▶ [Data for this exercise]:
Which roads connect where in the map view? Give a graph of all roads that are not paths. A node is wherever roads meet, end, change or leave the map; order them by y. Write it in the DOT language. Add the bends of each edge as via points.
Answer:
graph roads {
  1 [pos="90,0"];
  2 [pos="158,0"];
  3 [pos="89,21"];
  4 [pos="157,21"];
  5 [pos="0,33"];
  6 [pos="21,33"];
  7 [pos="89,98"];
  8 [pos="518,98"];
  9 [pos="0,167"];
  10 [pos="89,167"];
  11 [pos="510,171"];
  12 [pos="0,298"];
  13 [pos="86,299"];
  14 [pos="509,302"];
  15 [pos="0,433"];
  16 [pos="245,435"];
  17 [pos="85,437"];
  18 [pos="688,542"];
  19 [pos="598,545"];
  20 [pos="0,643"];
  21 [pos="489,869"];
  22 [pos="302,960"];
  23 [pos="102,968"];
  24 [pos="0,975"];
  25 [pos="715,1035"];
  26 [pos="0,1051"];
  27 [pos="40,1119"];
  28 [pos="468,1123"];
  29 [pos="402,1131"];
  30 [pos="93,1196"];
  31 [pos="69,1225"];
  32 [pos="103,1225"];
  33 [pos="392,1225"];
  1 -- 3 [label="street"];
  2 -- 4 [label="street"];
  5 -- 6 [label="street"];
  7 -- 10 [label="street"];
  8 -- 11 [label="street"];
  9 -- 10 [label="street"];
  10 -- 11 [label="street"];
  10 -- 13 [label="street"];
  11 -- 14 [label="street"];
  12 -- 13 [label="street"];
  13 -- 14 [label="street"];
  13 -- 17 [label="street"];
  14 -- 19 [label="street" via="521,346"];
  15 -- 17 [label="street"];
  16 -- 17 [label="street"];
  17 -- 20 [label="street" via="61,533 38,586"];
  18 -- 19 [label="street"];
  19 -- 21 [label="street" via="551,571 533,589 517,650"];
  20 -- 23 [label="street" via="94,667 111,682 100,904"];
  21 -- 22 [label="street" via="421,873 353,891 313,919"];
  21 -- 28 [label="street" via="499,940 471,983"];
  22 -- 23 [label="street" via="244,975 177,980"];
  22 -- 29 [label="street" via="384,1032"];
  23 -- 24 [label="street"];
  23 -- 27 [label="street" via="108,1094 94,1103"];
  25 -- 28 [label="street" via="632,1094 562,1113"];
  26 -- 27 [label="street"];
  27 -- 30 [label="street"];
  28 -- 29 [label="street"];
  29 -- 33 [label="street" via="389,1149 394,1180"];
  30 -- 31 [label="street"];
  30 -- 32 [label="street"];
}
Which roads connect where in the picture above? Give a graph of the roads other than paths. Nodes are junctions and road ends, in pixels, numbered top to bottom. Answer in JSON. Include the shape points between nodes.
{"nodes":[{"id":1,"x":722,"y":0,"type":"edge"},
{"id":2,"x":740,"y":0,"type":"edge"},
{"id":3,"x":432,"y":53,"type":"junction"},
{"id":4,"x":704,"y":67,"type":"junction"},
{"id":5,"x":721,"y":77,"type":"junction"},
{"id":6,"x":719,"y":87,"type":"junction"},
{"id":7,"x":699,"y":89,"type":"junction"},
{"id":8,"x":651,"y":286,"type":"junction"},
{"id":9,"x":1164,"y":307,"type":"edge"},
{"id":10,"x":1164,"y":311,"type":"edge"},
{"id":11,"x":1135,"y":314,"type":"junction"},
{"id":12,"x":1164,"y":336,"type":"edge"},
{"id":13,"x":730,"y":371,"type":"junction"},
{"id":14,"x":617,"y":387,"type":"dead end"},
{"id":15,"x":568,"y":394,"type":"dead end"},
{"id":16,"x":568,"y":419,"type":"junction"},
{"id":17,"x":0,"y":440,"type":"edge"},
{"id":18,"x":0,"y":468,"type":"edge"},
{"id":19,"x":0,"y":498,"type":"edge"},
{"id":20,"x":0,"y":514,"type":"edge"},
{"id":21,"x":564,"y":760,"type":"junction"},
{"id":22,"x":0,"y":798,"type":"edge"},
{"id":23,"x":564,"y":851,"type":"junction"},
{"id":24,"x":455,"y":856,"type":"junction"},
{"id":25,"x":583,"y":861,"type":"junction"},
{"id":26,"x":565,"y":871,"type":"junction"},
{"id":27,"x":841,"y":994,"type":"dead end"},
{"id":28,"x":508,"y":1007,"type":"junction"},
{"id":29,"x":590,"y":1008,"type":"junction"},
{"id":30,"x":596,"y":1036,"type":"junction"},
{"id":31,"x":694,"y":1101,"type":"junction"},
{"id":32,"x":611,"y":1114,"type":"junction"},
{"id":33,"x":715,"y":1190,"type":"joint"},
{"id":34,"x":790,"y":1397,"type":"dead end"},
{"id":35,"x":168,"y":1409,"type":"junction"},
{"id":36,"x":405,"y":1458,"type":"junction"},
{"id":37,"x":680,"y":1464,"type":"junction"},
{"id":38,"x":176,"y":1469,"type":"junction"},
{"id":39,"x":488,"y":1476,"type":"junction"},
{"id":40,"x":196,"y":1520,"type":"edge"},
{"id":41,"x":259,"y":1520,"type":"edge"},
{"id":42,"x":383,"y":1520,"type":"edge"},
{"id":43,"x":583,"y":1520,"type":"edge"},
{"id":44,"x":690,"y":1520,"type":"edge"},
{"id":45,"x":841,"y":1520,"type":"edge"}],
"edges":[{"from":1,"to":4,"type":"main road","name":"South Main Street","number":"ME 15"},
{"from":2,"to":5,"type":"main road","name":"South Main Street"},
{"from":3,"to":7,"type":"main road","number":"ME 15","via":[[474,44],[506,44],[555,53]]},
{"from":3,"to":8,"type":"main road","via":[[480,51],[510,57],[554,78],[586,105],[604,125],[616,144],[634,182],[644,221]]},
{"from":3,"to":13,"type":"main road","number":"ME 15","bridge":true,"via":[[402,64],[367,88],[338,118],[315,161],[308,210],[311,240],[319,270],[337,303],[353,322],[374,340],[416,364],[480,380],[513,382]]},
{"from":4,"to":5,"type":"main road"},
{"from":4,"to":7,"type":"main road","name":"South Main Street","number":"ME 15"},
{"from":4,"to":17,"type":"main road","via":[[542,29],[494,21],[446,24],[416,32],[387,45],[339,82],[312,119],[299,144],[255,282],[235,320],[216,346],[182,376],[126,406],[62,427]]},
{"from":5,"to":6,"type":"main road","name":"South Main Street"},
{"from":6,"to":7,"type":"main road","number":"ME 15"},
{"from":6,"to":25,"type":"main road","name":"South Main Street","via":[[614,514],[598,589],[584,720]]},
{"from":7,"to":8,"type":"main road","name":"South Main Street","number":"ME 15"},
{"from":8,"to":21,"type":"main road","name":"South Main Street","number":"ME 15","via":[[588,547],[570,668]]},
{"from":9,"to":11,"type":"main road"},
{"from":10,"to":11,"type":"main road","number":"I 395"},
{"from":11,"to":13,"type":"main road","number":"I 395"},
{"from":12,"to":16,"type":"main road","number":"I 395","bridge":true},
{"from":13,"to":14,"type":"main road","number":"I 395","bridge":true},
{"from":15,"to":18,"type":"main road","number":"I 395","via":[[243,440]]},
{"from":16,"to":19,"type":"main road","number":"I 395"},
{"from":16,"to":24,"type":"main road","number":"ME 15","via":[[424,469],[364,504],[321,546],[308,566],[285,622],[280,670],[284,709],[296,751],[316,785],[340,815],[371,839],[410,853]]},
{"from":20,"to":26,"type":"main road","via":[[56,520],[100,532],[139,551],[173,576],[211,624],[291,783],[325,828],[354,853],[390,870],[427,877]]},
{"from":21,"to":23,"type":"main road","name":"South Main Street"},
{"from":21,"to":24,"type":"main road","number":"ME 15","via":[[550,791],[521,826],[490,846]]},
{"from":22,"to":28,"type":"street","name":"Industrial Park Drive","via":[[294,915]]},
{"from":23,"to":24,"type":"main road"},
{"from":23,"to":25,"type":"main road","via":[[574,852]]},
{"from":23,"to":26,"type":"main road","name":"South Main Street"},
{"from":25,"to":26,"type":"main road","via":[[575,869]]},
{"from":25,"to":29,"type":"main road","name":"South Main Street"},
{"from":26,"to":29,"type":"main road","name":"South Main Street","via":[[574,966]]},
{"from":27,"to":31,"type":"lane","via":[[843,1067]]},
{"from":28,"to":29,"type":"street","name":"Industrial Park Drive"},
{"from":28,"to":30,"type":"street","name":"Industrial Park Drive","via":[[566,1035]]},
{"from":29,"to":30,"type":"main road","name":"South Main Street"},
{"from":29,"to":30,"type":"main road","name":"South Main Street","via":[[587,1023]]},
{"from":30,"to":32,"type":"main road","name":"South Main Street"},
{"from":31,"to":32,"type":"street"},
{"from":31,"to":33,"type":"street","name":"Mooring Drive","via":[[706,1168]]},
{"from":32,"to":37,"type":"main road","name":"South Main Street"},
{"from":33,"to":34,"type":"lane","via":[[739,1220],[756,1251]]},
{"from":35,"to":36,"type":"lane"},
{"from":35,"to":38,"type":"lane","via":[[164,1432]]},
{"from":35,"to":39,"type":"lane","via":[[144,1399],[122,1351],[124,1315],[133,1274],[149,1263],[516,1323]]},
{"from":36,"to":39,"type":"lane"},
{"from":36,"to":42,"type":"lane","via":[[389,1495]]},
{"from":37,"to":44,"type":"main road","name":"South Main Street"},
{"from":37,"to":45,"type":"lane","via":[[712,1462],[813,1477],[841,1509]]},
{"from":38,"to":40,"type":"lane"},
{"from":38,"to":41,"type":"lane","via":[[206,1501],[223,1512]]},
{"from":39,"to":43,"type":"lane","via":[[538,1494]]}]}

▶ [The problem]: Copy every line from the entries that contains the word "connect".

▶ [Your solution]:
Which roads connect where in the map view? Give a graph of all roads that are not paths. A node is wherever roads meet, end, change or leave the map; order them by y. Write it in the DOT language. Add the bends of each edge as via points.
Which roads connect where in the picture above? Give a graph of the roads other than paths. Nodes are junctions and road ends, in pixels, numbered top to bottom. Answer in JSON. Include the shape points between nodes.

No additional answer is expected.